There is much to be gained from reading the stories of great leaders who brought positive changes to the world, but is there anything to be gained from studying the leadership style of someone who is most remembered for having caused more slaughter, devastation and destruction than anyone before him? John Man would have us believe so, in his book The Leadership Secrets of Genghis Khan.
The author is a historian rather than a business expert, but he does manage to draw a number of lessons out of his retelling of the story of Genghis Khan, including: control the message; accept criticism; get a vision; keep promises; share hardship; know your limitations; make loyalty the prime virtue and reward it; make firm rules and make them clear; get real; in peace train for war; make your interests the state’s interests; choose an heir and allow debate; employ the best; surprise + terror + magnanimity = victory; philosophize (or at least pretend to); cultivate humility; plan for eternity; and know your limits.
One of the striking features of the Genghis Khan described by the author is his strength of character and the way in which his behaviour differed from what might be expected of a despot.
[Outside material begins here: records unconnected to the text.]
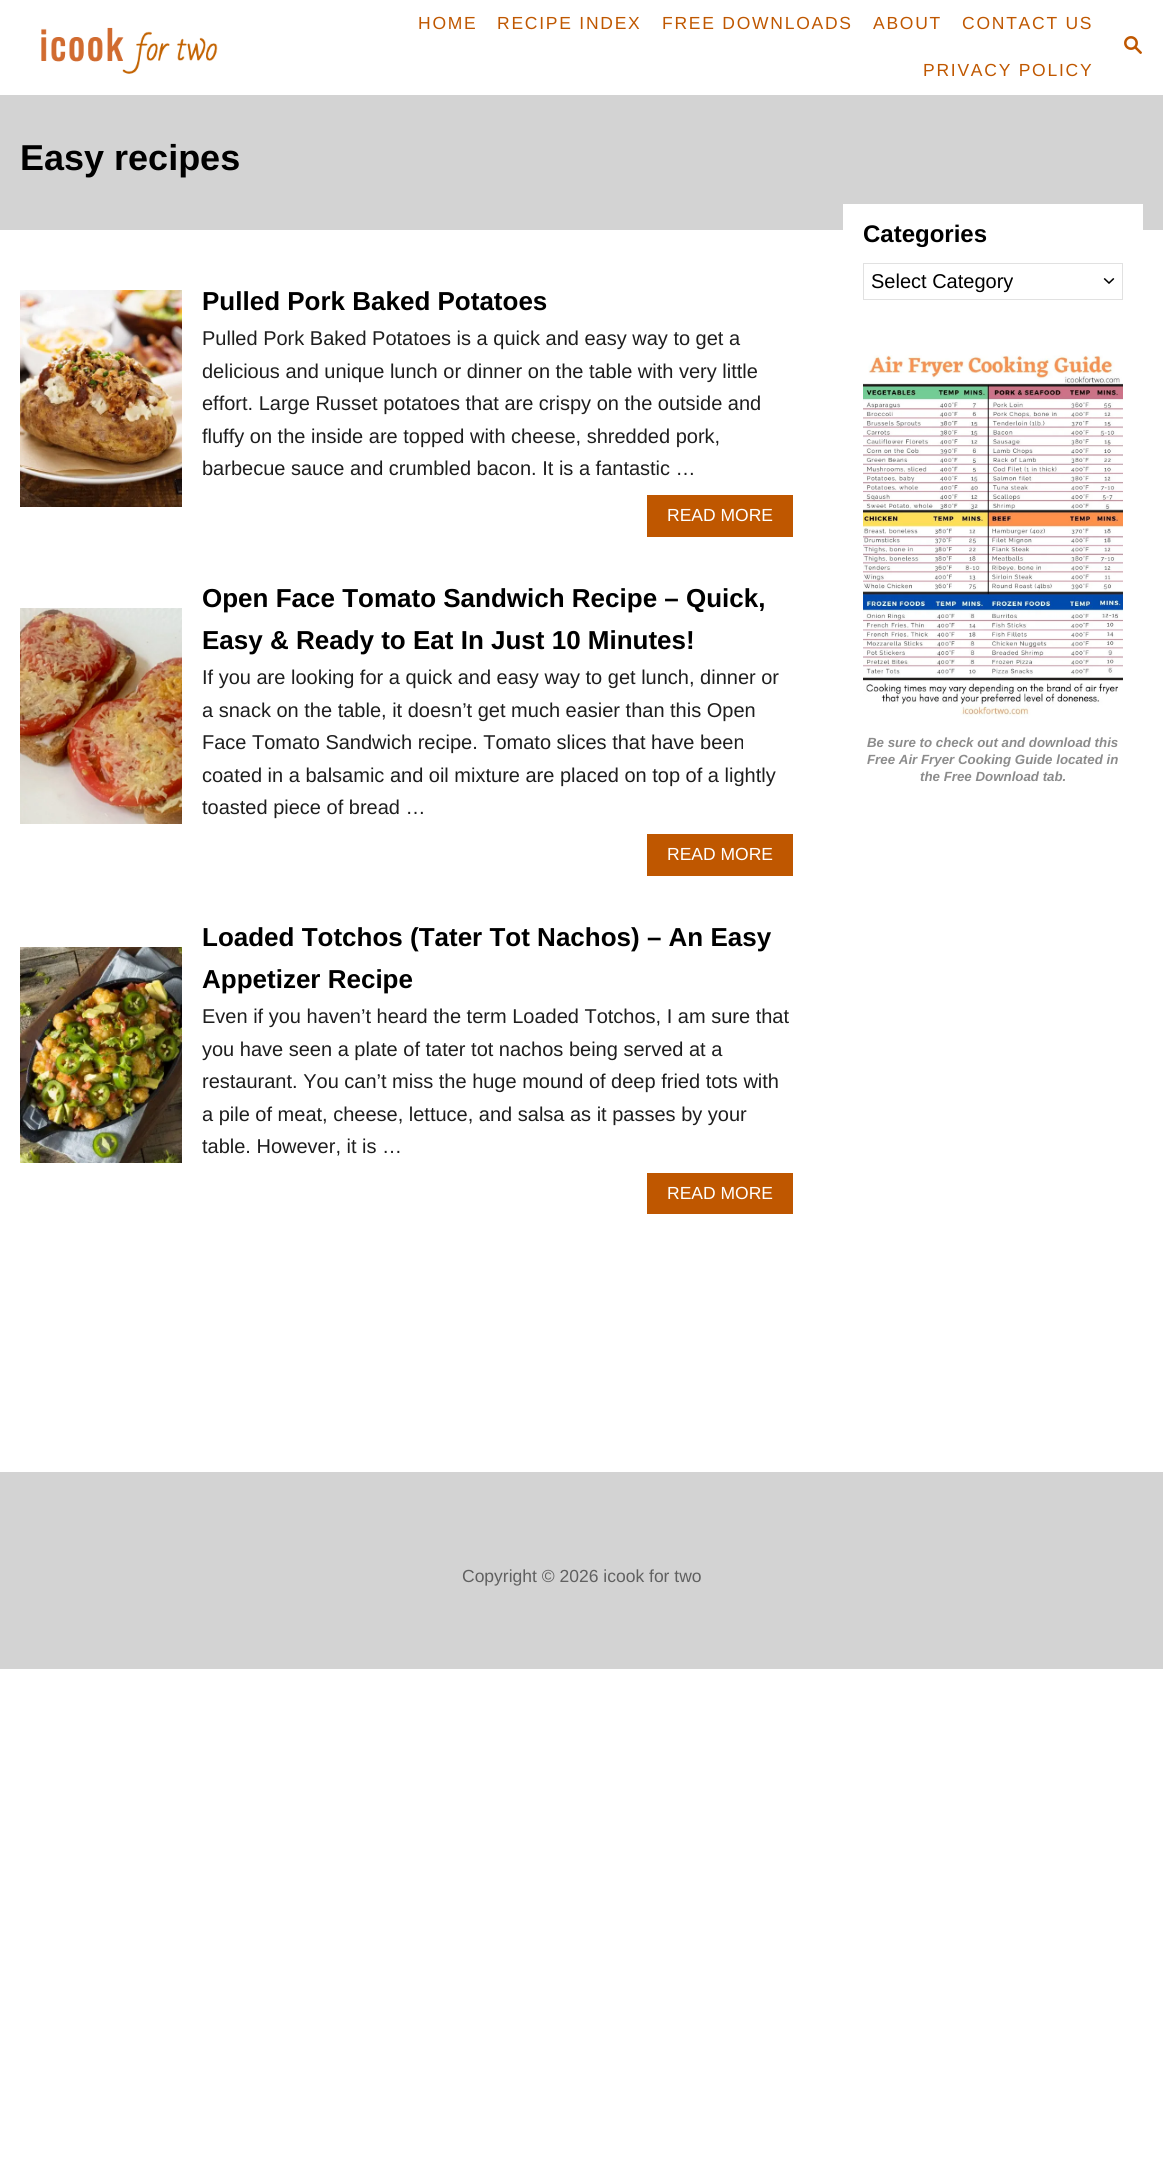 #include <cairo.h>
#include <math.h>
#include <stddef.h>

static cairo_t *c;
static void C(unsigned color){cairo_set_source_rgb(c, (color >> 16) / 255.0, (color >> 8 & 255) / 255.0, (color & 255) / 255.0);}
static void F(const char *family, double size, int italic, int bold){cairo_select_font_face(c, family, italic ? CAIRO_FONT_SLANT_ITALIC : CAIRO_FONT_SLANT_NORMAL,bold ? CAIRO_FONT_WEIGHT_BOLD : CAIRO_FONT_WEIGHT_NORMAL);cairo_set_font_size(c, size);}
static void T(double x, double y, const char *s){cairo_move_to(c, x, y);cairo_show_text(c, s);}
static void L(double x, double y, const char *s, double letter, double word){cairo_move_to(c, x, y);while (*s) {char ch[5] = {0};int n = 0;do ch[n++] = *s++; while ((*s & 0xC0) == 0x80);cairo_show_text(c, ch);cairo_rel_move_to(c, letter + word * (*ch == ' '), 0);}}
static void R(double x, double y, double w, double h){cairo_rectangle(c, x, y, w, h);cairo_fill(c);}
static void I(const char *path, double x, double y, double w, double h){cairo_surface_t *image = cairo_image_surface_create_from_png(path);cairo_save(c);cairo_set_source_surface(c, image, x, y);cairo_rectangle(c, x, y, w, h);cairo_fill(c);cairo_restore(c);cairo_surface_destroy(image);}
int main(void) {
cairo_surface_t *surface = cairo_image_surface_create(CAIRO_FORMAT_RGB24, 1163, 2175);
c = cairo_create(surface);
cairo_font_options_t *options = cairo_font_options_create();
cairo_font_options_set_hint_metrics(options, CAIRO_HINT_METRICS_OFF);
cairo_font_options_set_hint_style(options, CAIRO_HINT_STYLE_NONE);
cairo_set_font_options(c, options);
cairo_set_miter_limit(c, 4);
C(0xffffff);
cairo_paint(c);
I("1.png",41,27,177,47);
F("Liberation Sans",17.5,0,0);
C(0xbf5700);
L(418,29,"HOME",1.75,0);
L(497,29,"RECIPE INDEX",1.75,0);
L(662,29,"FREE DOWNLOADS",1.75,0);
L(873,29,"ABOUT",1.75,0);
L(962,29,"CONTACT US",1.75,0);
L(923,76,"PRIVACY POLICY",1.75,0);
I("2.png",1124,36,18,18);
C(0xd3d3d3);
R(793,95,370,135);
R(0,95,793,135);
F("Liberation Sans",36,0,1);
C(0x000000);
T(20,170,"Easy recipes");
I("3.png",20,290,162,217);
F("Liberation Sans",26,0,1);
T(202,310,"Pulled Pork Baked Potatoes");
F("Liberation Sans",20,0,0);
C(0x1e1e1e);
T(202,345,"Pulled Pork Baked Potatoes is a quick and easy way to get a");
T(202,378,"delicious and unique lunch or dinner on the table with very little");
T(202,410,"effort. Large Russet potatoes that are crispy on the outside and");
T(202,443,"fluffy on the inside are topped with cheese, shredded pork,");
T(202,475,"barbecue sauce and crumbled bacon. It is a fantastic …");
C(0xbf5700);
R(647,495,146,42);
F("Liberation Sans",17.5,0,0);
C(0xffffff);
T(667,521,"READ MORE");
I("4.png",20,608,162,216);
F("Liberation Sans",26,0,1);
C(0x000000);
T(202,607,"Open Face Tomato Sandwich Recipe – Quick,");
T(202,649,"Easy & Ready to Eat In Just 10 Minutes!");
F("Liberation Sans",20,0,0);
C(0x1e1e1e);
T(202,684,"If you are looking for a quick and easy way to get lunch, dinner or");
T(202,717,"a snack on the table, it doesn’t get much easier than this Open");
T(202,749,"Face Tomato Sandwich recipe. Tomato slices that have been");
T(202,782,"coated in a balsamic and oil mixture are placed on top of a lightly");
T(202,814,"toasted piece of bread …");
C(0xbf5700);
R(647,834,146,42);
F("Liberation Sans",17.5,0,0);
C(0xffffff);
T(667,860,"READ MORE");
I("5.png",20,947,162,216);
F("Liberation Sans",26,0,1);
C(0x000000);
T(202,946,"Loaded Totchos (Tater Tot Nachos) – An Easy");
T(202,988,"Appetizer Recipe");
F("Liberation Sans",20,0,0);
C(0x1e1e1e);
T(202,1023,"Even if you haven’t heard the term Loaded Totchos, I am sure that");
T(202,1056,"you have seen a plate of tater tot nachos being served at a");
T(202,1088,"restaurant. You can’t miss the huge mound of deep fried tots with");
T(202,1121,"a pile of meat, cheese, lettuce, and salsa as it passes by your");
T(202,1153,"table. However, it is …");
C(0xbf5700);
R(647,1173,146,41);
F("Liberation Sans",17.5,0,0);
C(0xffffff);
T(667,1199,"READ MORE");
R(843,204,300,26);
F("Liberation Sans",24,0,1);
C(0x000000);
T(863,242,"Categories");
I("6.png",1103,278,12,6);
cairo_rectangle(c,863.5,263.5,259,36);
C(0xe1e1e1);
cairo_set_line_width(c,1);
cairo_stroke(c);
F("Liberation Sans",20,0,0);
C(0x000000);
T(871,288,"Select Category");
I("7.png",863,355,260,363);
F("Liberation Sans",13.3,1,1);
C(0x8c8c8c);
T(867,747,"Be sure to check out and download this");
T(867,764,"Free Air Fryer Cooking Guide located in");
T(920,781,"the Free Download tab.");
C(0xd3d3d3);
R(0,1472,1163,197);
F("Liberation Sans",17.5,0,0);
C(0x606060);
T(462,1582,"Copyright © 2026 icook for two");
cairo_surface_write_to_png(surface, "o.png");
cairo_font_options_destroy(options);
cairo_destroy(c);
cairo_surface_destroy(surface);
return 0;
} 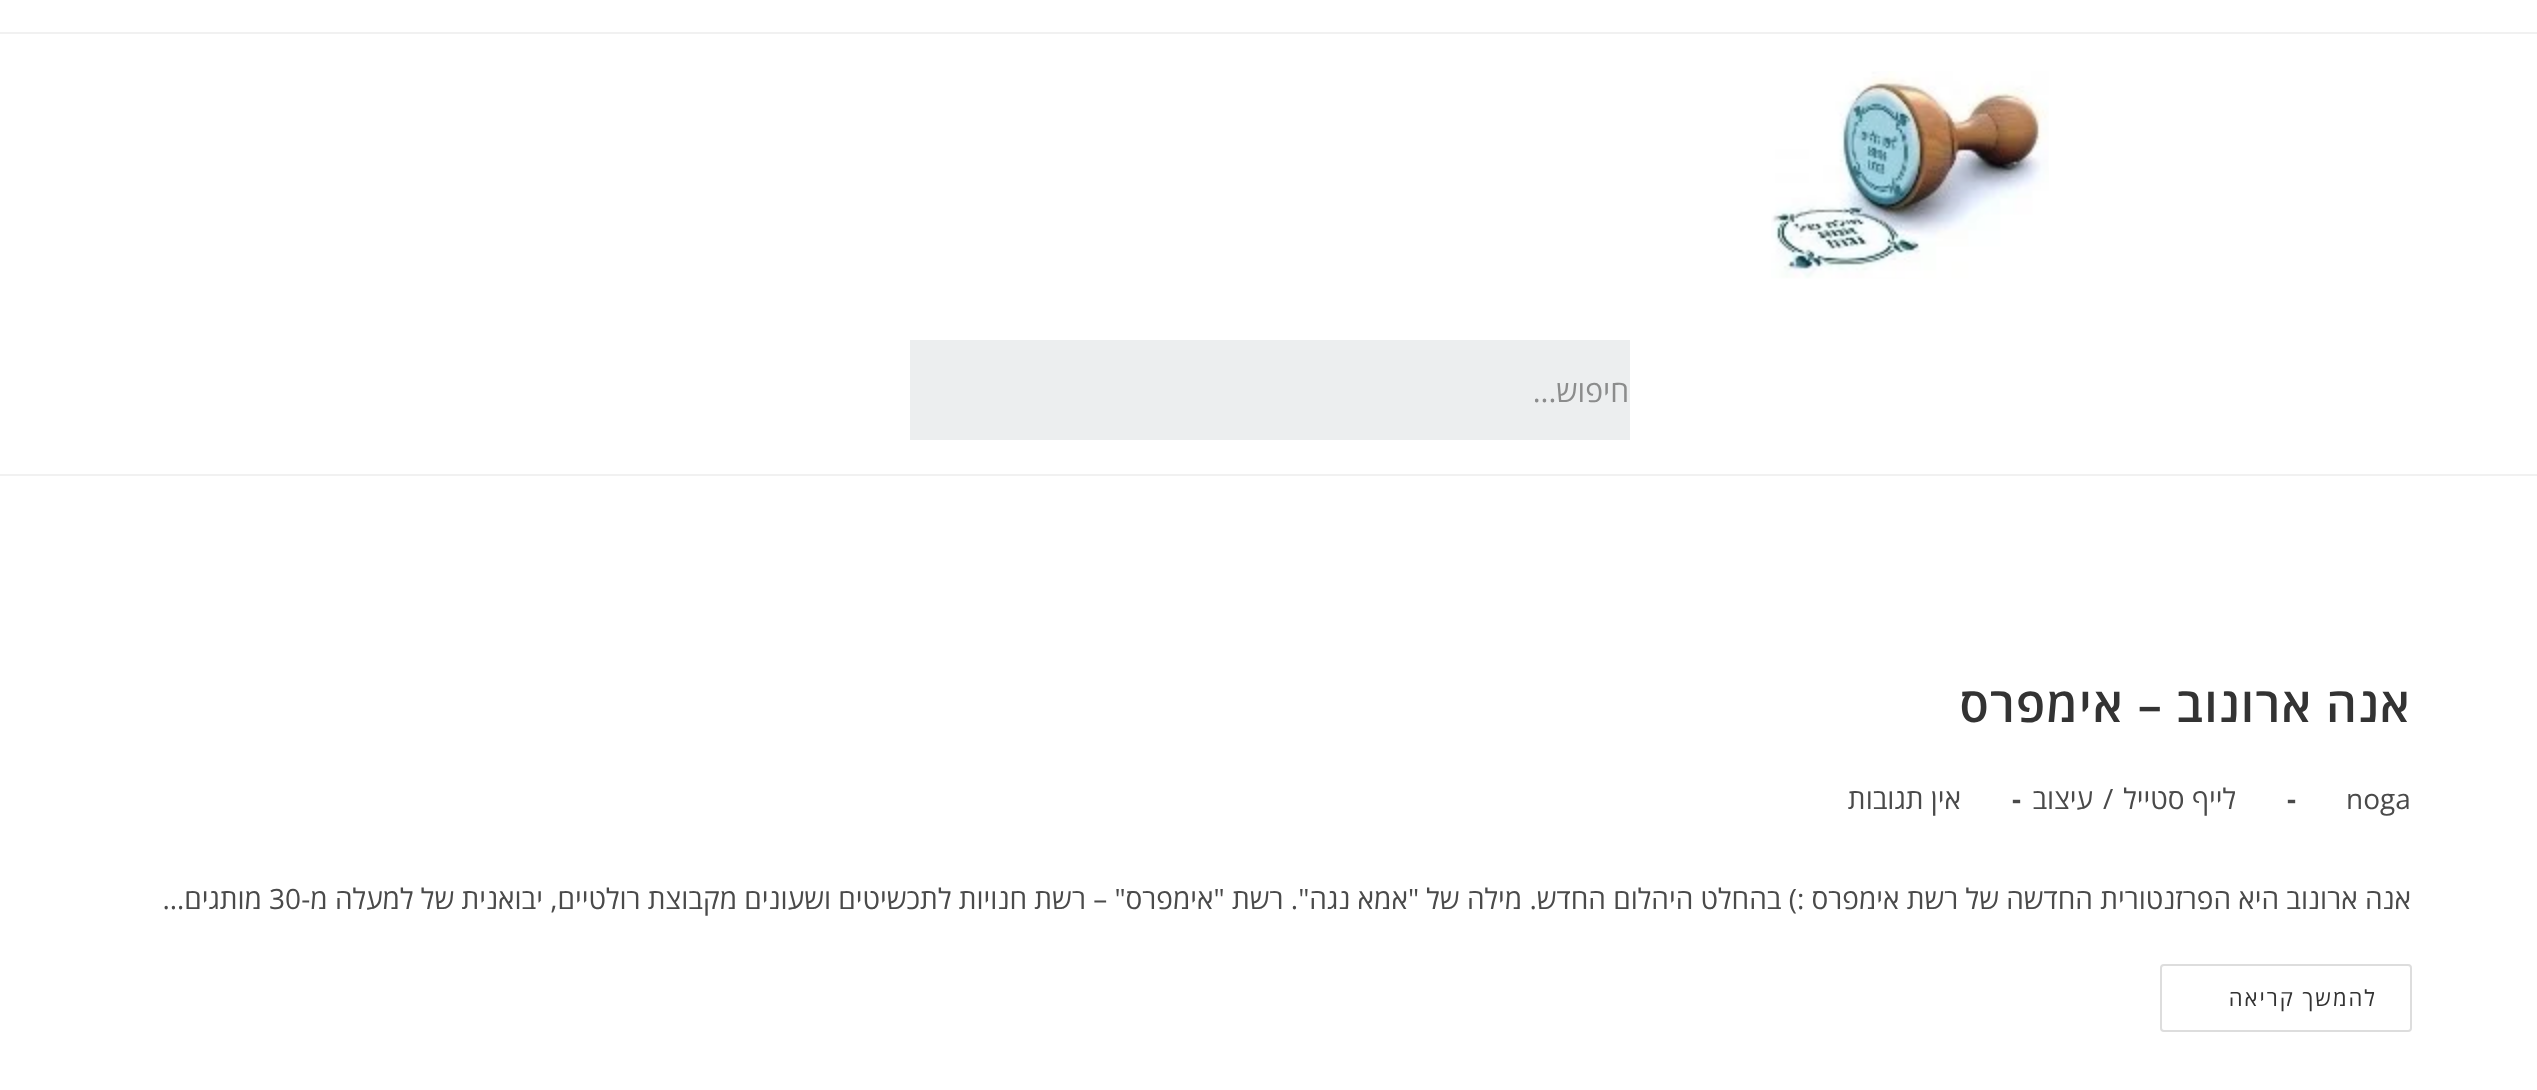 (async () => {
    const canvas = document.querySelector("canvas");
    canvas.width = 2537;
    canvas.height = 1090;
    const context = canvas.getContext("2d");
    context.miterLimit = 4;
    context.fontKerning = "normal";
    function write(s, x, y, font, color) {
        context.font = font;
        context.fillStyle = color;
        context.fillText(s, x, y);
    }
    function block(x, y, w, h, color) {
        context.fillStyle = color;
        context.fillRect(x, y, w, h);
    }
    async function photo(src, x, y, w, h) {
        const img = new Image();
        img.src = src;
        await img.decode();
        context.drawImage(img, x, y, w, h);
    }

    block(0, 0, 2537, 1090, "rgb(255, 255, 255)");
    block(0, 32, 2537, 2, "rgb(241, 241, 241)");
    block(0, 474, 2537, 2, "rgb(241, 241, 241)");
    await photo("media/1.png", 1771, 71, 278, 208);
    block(910, 340, 720, 100, "rgb(236, 238, 239)");
    context.direction = "rtl";
    write("חיפוש...", 1629, 402, "30px Open Sans", "rgb(139, 140, 140)");
    context.letterSpacing = "1.25px";
    write("אנה ארונוב – אימפרס", 2411, 722, "600 48px Open Sans", "rgb(51, 51, 51)");
    context.letterSpacing = "0px";
    context.direction = "ltr";
    write("noga", 2346, 809, "28px Open Sans", "rgb(74, 74, 74)");
    write("-", 2287, 809, "bold 28px Open Sans", "rgb(74, 74, 74)");
    context.direction = "rtl";
    write("לייף סטייל", 2236, 809, "28px Open Sans", "rgb(74, 74, 74)");
    context.direction = "ltr";
    write("/", 2103, 809, "28px Open Sans", "rgb(74, 74, 74)");
    context.direction = "rtl";
    write("עיצוב", 2093, 809, "28px Open Sans", "rgb(74, 74, 74)");
    context.direction = "ltr";
    write("-", 2012, 809, "bold 28px Open Sans", "rgb(74, 74, 74)");
    context.direction = "rtl";
    write("אין תגובות", 1961, 809, "28px Open Sans", "rgb(74, 74, 74)");
    write("אנה ארונוב היא הפרזנטורית החדשה של רשת אימפרס :) בהחלט היהלום החדש. מילה של \"אמא נגה\". רשת \"אימפרס\" – רשת חנויות לתכשיטים ושעונים מקבוצת רולטיים, יבואנית של למעלה מ-", 2411, 909, "28px Open Sans", "rgb(74, 74, 74)");
    context.direction = "ltr";
    write("30", 269, 909, "28px Open Sans", "rgb(74, 74, 74)");
    context.direction = "rtl";
    write("מותגים…", 262, 909, "28px Open Sans", "rgb(74, 74, 74)");
    context.beginPath();
    context.roundRect(2161, 965, 250, 66, 3);
    context.strokeStyle = "rgb(221, 221, 221)";
    context.lineWidth = 2;
    context.stroke();
    context.letterSpacing = "2px";
    write("להמשך קריאה", 2377, 1006, "22px Open Sans", "rgb(51, 51, 51)");
})();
He does not appear to have been motivated by a greed for more possessions. He maintained an austere lifestyle. He readily admitted his own inadequacies and failings. And yet he had a fierce drive which led him to what he regarded as great success.
The author’s main leadership resources seem to have been Primal Leadership by Goleman et al and Good to Great by Collins, and I found the attempt at assessing Genghis Khan’s emotional intelligence a bit far-fetched. It is hard to determine the extent to which Genghis Khan’s character traits really can be ascertained from the limited source materials so many centuries after the event, but the book is certainly an interesting one to read, and the leadership lessons drawn are worth pondering.